You are quite correct. All recessed fixture junction boxes do get covered with sheetrock... and it's perfectly legal, as they are considered "accessible"

Reply to
RBM

Don't worry about it. The Code requires that all junction boxes be "accessible". In this case, the junction box is "accessible" by removing the fixture can from its frame.

Reply to
Doug Miller

I suspect this restriction is so the connections are easy to locate if there is a fire. But, as a volunteer fireman, I can assure you that during the fighting of a fire we are not going to be looking for a junction box as one of the first things we do is shut the main power. I think this is just another "feelgood" clause inserted by some desk jockey.

Reply to
JC

It is not a "feel good" clause, it is to ensure accessability to all connections so that problems can be located, not just for fires, but for maintenance and troubleshooting. They box may never be opened, but if it was hidden how would you even know where it was is it needed to be worked on.

Reply to
EXT

Oh, I'd probably look at a blueprint. Failing that, I'd probably use a multi-tester and track to where a 120 suddenly shows a 240. Lots of ways. Not to be obstinate but there is no really good reason to preclude covering a box with sheetrock other than just convenience. And, that's okay. But it is just a "feel good" measure.

Reply to
JC

When I do a stranded to solid connections I always strip the stranded wire a little longer than the solid wire. Then I even up the insulation so the bare stranded sticks out above the bare solid and use a wirenut (I learned this from one of the guys on this group a couple years ago when I was just starting out and it has served me well). Twist the heck out of the wirenut and make sure that it is tight. Every connection I make I tug the individual wire to make sure that it doesn't pull from the wirenut. If I think it has the potential to vibrate loose I wrap a few layers of tape around the wirenut and the insulation of the 2 wires. I haven't had a problem.

Shane

Reply to
gore

The code requires junction boxes for splices to prevent fires from occurring due to faulty connections, and requires them to be accessible, so electricians can make repairs. OTOH, people who put out fires, tend to use axes, not screwdrivers to do their job

Reply to
RBM

Bingo!

Reply to
JC

PS: And just to show you how brilliant that desk jockey that included that in the code is, short two 12 guage wires together in one of those blue plastic boxes and see how long it takes to obliterate it.

Reply to
JC

A box of wire nuts will say, "No need to pretwist." If you make good connections with solid wire, I guess you know it's important not to twist the wires clockwise first, as many do.
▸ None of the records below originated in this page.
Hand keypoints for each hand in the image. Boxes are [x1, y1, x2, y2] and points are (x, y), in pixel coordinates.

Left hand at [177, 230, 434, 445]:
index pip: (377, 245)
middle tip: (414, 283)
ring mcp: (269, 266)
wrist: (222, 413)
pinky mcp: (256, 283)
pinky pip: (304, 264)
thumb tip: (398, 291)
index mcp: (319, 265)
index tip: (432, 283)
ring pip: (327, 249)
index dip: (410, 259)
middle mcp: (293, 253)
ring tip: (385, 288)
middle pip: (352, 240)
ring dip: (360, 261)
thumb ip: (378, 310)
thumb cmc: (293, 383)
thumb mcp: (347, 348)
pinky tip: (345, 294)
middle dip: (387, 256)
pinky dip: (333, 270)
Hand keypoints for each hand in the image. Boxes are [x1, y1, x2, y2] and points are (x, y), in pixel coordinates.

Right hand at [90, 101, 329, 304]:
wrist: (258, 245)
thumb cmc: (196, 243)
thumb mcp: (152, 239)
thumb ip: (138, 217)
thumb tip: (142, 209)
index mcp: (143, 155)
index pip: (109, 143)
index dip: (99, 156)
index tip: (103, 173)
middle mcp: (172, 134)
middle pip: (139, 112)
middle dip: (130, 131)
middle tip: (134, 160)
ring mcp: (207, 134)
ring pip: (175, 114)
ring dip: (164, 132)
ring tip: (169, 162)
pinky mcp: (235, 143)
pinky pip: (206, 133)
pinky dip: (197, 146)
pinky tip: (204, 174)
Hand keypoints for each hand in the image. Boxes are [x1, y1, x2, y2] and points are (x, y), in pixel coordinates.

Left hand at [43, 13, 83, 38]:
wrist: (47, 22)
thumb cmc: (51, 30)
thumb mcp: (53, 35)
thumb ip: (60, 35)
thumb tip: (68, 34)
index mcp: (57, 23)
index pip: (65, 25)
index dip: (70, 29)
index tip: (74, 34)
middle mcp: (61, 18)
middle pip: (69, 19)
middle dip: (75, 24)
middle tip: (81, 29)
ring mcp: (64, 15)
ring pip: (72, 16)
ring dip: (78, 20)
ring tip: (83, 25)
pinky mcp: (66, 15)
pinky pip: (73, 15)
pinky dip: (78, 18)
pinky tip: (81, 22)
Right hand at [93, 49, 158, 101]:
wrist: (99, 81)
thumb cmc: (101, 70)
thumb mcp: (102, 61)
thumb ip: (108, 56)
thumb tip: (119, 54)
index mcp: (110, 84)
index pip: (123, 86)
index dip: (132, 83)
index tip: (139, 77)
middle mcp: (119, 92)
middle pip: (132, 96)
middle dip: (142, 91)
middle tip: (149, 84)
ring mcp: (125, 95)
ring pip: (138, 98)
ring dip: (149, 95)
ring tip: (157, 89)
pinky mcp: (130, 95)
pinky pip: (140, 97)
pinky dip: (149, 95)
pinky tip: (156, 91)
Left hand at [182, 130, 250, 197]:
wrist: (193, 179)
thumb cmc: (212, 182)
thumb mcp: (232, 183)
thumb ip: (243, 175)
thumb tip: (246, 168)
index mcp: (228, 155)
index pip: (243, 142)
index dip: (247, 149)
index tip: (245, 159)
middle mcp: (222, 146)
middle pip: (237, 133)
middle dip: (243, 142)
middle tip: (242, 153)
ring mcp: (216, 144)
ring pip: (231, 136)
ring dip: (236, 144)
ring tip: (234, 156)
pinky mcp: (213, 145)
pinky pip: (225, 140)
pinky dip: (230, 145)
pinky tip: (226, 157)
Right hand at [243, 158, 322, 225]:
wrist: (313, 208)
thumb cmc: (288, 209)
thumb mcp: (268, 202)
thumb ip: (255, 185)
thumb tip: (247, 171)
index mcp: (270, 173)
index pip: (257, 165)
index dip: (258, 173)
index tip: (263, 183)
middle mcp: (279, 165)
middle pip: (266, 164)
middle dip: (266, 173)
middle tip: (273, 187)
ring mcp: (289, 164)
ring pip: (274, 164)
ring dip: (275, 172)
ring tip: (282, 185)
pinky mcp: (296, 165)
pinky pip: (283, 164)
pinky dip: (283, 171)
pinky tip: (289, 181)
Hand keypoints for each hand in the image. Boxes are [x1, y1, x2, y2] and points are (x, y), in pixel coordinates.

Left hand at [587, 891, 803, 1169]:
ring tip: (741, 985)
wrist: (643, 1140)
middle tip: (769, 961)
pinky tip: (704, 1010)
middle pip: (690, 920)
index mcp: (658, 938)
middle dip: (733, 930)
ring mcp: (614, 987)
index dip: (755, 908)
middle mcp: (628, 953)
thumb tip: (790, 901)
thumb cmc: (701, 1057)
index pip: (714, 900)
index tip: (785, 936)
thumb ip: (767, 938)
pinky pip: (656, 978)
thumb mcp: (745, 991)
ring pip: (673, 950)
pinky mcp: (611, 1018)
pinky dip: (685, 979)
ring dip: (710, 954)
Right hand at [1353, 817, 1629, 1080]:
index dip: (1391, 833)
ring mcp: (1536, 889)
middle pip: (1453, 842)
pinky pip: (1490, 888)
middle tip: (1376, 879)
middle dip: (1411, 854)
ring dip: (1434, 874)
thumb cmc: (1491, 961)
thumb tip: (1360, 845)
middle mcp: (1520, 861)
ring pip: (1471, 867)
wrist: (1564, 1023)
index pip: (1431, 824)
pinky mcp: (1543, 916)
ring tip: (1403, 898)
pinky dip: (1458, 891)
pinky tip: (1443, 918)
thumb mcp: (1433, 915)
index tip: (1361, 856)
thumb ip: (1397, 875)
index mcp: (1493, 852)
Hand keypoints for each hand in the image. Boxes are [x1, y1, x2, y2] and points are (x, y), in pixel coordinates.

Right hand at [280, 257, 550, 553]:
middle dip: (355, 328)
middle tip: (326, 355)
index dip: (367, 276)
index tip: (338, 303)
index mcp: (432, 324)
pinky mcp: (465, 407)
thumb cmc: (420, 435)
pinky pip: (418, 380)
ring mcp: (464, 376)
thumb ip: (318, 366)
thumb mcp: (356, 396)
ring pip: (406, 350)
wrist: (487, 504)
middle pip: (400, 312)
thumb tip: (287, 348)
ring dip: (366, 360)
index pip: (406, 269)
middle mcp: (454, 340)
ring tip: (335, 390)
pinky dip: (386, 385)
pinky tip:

The trouble with stranded wire is that it tends to twist clockwise as you screw on the wire nut. You may end up with slack under the nut, and the nut may not engage all the conductors.

One solution is to make the end of the stranded wire solid by tinning it. Instead, I twist the conductors together counterclockwise before applying the nut. Screwing on the nut untwists them. As they untwist, the threads of the nut should catch them all.

I test my wire-nut connections by tugging each conductor. Sometimes I have to try again. With stranded wire, I've found wire-nut connections more reliable than crimped connections. I can make a good wire-nut connection where I can't reach with both hands.

I get by with three sizes of wire nuts. B-caps are especially nice. They have room for the spring to expand, which can mean more pressure and friction to hold large solid conductors. Friction doesn't seem to be such a concern with stranded conductors.

Reply to
E Z Peaces

I'm sure the desk jockey included requirements for circuit breakers that would trip before the box got that hot.

If somebody piled confetti on a faulty connection carrying 20 amps, it could reach kindling temperature. The box is intended to let that heat dissipate.

Reply to
E Z Peaces

Mostly you're having problems with syntax: that junction box for that light connection will not be "covered" in the code sense as long as removing the fixture part exposes the junction box for the fixture. It's still "accessible". But the way you phrased it, without looking at your link, it sounds like a junction box with wires into it wires out of it (nothing else, no fixture) is going to be behind drywall completely. There would be no way to even know where that junction box is located once the drywall is put up. THAT is not allowed by codes! As long as you can remove a wall plate cover, a light fixture, etc, and it's removable by design, then you're all set. You can ACCESS that junction box by taking the light cover off. Now, if there is a junction box with wires going TO a light fixture junction box, and the first junction box is not accessible by taking the light's cover off, THAT would not be allowed, either.

Interestingly enough, I just discovered yesterday that I have two junction boxes illegally installed in the celing - when the attic flooring was put down, it covered two junction boxes. So you can't get at them from the attic OR the bathroom; that's NOT to code; I'll be fixing those when I redo the wiring so they're exposed from the attic side; no big deal as the flooring picks up easily after removing a few screws.

HTH,

Twayne`

Reply to
Twayne

Not at all; you should read codes and avoid helping anyone with house inspections.